Harald Hardrada era un caudillo, era astuto, conocía la guerra, sabía lo que funcionaba. Conocía a sus hombres. Quizá por eso lanzó un ataque cuando el muro más flaqueaba (DeVries y Livingstone, 2019: 40). Colina abajo, sus experimentados guerreros impactarían contra los ingleses. Eran menos, muchos menos, pero mejores. Esperaban que la sorpresa por la carga les ayudase, que sus enemigos se tambaleasen, que retrocediesen. Ahí estaría la batalla. El rey era el que más valor debía mostrar, y así lo reflejó un poeta tiempo más tarde:
El rey de Noruega no tenía nada
para proteger su pecho en la batalla;
y, sin embargo, su curtido
corazón nunca flaqueó.
Pero la carga no tuvo éxito. Los anglosajones aguantaron. Se mataron con los temibles noruegos. Aquellos invasores no iban a desalojarlos del campo de batalla. Seguramente le refriega fue dura, ninguno de los dos bandos quería dar su brazo a torcer. Entonces, el rey pereció. El indomable Harald Hardrada pereció. Quedaba Tostig, cuyos hombres no habían acompañado a los noruegos en su carga. Había mantenido la posición a la que ahora retrocedían los restantes noruegos. Su hermano, el rey inglés, le ofreció una rendición generosa. No la aceptó y lo pagó con la vida. Una flecha reventó su rostro, el mismo dardo que había acabado con Hardrada, que fue alcanzado en la garganta.
En esos compases, no sabemos cuándo exactamente, llegaron los refuerzos. Suponemos que debían ser numerosos, pero estaban exhaustos. Larga había sido la marcha desde el campamento. No sabemos si vieron el cuerpo de su rey, o si se lo imaginaron. Lo que sí nos dicen las fuentes es que lucharon (DeVries y Livingstone, 2019: 41). No había esperanza para ellos. Desorganizados, cansados y mal pertrechados, su signo era el de la muerte o la retirada. Así fue. El campo era anglosajón, Stamford Bridge había acabado con la invasión noruega. Unas pocas naves regresaron a Escandinavia. Los ocupantes del resto yacían en el campo sirviendo como festín para los buitres.
La invasión normanda
Preparativos
Simultáneamente a estos hechos, el otro protagonista de la historia, Guillermo, diseñaba y planificaba. Todavía se encontraba en Francia, en Normandía, aunque por poco tiempo. El Duque no era un idiota, tampoco un oportunista. Si había tomado la decisión de invadir Inglaterra era porque estaba seguro de poder lograr el éxito; a buen seguro que antes de decidirse pasó largo tiempo calculando los riesgos y posibles beneficios de la empresa (Crouch, 2006: 87).
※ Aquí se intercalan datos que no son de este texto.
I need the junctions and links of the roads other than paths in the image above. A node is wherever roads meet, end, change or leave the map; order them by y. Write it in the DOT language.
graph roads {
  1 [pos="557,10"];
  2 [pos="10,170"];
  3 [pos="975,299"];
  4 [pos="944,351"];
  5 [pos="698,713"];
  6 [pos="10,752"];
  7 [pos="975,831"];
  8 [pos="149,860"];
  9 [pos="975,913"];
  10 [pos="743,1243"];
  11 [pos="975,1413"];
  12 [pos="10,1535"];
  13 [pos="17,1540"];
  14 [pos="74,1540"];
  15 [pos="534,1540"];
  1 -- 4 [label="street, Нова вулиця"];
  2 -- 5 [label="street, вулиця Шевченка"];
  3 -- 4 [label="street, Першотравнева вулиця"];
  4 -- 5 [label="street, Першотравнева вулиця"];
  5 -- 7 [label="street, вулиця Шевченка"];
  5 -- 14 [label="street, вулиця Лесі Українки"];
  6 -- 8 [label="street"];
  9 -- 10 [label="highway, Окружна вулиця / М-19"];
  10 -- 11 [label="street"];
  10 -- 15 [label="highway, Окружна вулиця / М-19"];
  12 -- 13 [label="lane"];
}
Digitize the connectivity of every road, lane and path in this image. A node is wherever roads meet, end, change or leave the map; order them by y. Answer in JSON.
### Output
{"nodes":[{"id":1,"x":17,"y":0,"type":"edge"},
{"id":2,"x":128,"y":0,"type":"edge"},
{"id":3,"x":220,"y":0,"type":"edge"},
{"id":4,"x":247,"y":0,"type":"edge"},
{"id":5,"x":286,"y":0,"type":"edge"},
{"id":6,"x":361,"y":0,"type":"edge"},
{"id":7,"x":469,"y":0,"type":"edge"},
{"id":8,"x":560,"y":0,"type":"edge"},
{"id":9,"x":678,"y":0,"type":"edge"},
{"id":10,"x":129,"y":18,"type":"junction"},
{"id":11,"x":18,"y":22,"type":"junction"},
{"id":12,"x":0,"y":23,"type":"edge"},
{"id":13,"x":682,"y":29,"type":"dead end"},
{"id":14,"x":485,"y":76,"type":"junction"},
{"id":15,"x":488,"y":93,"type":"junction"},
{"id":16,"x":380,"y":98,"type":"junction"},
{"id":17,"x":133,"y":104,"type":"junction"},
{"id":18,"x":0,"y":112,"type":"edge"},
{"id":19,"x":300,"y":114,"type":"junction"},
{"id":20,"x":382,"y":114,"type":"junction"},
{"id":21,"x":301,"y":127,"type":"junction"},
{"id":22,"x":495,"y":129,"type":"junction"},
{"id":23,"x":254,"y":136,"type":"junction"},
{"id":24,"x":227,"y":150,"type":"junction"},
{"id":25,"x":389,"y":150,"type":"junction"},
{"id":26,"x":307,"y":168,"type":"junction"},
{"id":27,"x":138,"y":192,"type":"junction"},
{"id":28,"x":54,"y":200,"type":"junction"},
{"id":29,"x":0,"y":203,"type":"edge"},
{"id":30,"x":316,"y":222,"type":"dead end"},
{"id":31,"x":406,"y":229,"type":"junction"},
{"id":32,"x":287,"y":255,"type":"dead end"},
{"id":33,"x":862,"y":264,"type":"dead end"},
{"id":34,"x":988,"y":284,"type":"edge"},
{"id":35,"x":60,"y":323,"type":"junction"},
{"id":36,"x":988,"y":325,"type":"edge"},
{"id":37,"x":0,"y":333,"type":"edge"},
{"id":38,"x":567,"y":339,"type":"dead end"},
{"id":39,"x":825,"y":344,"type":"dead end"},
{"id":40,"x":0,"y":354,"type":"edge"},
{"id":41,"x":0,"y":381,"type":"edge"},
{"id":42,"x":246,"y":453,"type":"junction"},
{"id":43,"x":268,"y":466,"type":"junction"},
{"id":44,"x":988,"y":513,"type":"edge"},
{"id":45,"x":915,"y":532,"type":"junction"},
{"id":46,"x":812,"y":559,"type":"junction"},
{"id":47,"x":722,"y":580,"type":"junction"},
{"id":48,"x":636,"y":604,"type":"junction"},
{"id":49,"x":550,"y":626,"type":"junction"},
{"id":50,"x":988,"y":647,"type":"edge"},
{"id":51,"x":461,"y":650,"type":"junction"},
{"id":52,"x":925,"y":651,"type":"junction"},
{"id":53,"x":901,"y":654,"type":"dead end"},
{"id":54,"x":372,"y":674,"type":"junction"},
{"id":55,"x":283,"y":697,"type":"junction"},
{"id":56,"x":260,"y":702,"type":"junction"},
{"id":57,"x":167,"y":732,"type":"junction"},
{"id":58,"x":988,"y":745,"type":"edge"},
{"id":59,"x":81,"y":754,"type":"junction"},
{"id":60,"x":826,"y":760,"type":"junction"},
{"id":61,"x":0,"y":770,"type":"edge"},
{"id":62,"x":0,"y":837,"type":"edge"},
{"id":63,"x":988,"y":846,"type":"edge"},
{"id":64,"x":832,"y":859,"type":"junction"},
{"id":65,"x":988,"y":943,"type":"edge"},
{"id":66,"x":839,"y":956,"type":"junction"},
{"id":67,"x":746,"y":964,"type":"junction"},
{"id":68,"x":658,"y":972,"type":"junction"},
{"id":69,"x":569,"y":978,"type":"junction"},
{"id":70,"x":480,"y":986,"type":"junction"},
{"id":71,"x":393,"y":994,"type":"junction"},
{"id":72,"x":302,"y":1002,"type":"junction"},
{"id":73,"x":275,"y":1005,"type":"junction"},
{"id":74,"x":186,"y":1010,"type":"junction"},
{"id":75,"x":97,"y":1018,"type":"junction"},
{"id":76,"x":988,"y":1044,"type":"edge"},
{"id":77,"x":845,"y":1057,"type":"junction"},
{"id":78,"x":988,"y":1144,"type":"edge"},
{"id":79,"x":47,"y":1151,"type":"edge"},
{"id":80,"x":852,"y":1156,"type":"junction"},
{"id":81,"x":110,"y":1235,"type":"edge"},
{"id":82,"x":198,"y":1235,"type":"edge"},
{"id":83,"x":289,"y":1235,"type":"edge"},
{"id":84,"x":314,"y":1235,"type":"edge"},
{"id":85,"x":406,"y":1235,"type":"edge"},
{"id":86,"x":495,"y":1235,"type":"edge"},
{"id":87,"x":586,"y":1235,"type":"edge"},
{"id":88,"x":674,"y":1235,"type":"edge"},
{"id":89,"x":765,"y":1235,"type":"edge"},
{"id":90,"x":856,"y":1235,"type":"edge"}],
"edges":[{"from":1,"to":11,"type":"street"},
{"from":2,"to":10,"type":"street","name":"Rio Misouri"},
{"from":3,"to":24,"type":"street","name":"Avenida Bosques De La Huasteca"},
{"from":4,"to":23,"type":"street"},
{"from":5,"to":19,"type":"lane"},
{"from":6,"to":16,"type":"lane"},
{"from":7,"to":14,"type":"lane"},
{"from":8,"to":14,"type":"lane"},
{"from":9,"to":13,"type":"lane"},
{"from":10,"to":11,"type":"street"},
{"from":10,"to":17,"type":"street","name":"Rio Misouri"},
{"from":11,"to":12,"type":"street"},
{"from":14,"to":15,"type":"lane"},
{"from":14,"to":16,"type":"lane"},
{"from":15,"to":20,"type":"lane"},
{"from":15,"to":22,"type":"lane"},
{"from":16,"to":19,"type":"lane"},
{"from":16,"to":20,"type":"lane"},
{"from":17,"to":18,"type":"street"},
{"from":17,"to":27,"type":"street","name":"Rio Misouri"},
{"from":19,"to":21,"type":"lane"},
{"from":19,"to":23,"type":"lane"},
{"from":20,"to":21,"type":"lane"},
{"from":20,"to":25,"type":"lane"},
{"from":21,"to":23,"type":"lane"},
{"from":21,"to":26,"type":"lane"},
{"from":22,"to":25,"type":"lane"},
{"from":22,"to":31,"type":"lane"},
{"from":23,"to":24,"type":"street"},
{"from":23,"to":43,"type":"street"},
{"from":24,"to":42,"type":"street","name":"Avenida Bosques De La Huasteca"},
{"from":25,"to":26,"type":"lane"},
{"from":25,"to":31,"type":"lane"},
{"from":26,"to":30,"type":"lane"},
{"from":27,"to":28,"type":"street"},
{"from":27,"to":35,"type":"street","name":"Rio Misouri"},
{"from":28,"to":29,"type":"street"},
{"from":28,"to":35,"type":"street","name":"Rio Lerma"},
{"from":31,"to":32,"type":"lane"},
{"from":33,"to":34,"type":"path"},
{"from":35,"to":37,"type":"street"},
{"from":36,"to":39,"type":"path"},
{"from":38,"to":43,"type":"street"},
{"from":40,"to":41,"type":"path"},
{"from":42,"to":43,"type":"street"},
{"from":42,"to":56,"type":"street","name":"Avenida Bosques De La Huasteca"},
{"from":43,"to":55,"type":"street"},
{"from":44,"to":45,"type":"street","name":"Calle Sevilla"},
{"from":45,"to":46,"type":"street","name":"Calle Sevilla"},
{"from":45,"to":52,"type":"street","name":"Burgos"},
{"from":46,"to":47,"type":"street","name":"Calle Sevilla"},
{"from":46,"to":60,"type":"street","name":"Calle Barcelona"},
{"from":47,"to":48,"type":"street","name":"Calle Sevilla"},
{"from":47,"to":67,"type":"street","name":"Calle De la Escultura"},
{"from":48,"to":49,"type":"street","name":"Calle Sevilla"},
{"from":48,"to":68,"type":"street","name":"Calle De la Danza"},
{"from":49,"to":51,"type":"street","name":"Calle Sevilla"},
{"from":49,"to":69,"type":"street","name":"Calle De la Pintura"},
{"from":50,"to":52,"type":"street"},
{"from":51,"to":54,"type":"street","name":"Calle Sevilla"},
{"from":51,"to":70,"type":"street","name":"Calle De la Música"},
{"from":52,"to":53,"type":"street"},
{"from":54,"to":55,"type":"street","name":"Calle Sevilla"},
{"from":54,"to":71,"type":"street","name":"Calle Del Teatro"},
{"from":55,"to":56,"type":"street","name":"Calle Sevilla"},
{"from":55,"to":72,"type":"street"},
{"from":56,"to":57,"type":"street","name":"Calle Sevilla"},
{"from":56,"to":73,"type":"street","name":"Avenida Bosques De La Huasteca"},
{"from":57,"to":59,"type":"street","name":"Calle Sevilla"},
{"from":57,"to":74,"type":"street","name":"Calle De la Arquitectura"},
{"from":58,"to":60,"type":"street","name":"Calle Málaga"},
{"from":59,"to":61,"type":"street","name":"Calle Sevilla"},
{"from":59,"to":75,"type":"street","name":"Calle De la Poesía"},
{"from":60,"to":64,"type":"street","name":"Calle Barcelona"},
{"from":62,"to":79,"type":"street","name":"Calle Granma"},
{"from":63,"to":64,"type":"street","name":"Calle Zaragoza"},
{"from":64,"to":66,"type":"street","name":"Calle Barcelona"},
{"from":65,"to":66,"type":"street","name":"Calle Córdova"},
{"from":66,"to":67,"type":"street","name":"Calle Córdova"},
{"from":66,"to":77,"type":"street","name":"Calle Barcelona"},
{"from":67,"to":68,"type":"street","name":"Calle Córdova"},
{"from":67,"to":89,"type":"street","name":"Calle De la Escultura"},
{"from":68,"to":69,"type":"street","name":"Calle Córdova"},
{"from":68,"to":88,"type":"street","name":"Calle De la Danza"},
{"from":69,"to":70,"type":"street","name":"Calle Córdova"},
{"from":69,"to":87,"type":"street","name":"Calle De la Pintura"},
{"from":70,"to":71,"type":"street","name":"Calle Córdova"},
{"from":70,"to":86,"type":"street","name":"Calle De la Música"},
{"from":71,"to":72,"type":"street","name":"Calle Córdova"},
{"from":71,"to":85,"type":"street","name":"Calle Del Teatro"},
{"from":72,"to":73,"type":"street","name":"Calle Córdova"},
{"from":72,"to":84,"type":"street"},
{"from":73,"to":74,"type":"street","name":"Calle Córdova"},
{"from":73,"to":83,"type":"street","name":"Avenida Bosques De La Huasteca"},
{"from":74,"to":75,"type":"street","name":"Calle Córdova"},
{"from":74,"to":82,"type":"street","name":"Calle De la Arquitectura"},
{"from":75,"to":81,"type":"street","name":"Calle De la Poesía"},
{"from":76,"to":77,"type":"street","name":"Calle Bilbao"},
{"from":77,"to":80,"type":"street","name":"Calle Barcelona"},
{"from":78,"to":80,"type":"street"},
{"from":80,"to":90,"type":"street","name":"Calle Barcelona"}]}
Verano de 1066. Los preparativos han finalizado, las huestes están listas. A primeros de agosto, Guillermo tiene reunidas sus tropas en el estuario del Dives, cerca de Caen, en las costas del Canal de La Mancha. Entonces, aguardaron allí. El cruce del Canal se debía ejecutar en el momento oportuno. Hay quienes han creído que dicha espera se debió a los vientos, que no eran favorables. No parece que fuese así. Los normandos tardaron diez semanas en cruzar el mar, es demasiado tiempo. Por tanto, si no fue el viento, ¿qué fue lo que les retuvo en Francia? La respuesta parece clara: Haroldo. Este apostó su flota en el sur de Inglaterra, allí donde los normandos tenían pensado desembarcar. Guillermo, prevenido, decidió esperar. Que el rey se confiase, que creyese que aquel año no se iba a producir la invasión, que se retirasen (Bennett, 2020: 43).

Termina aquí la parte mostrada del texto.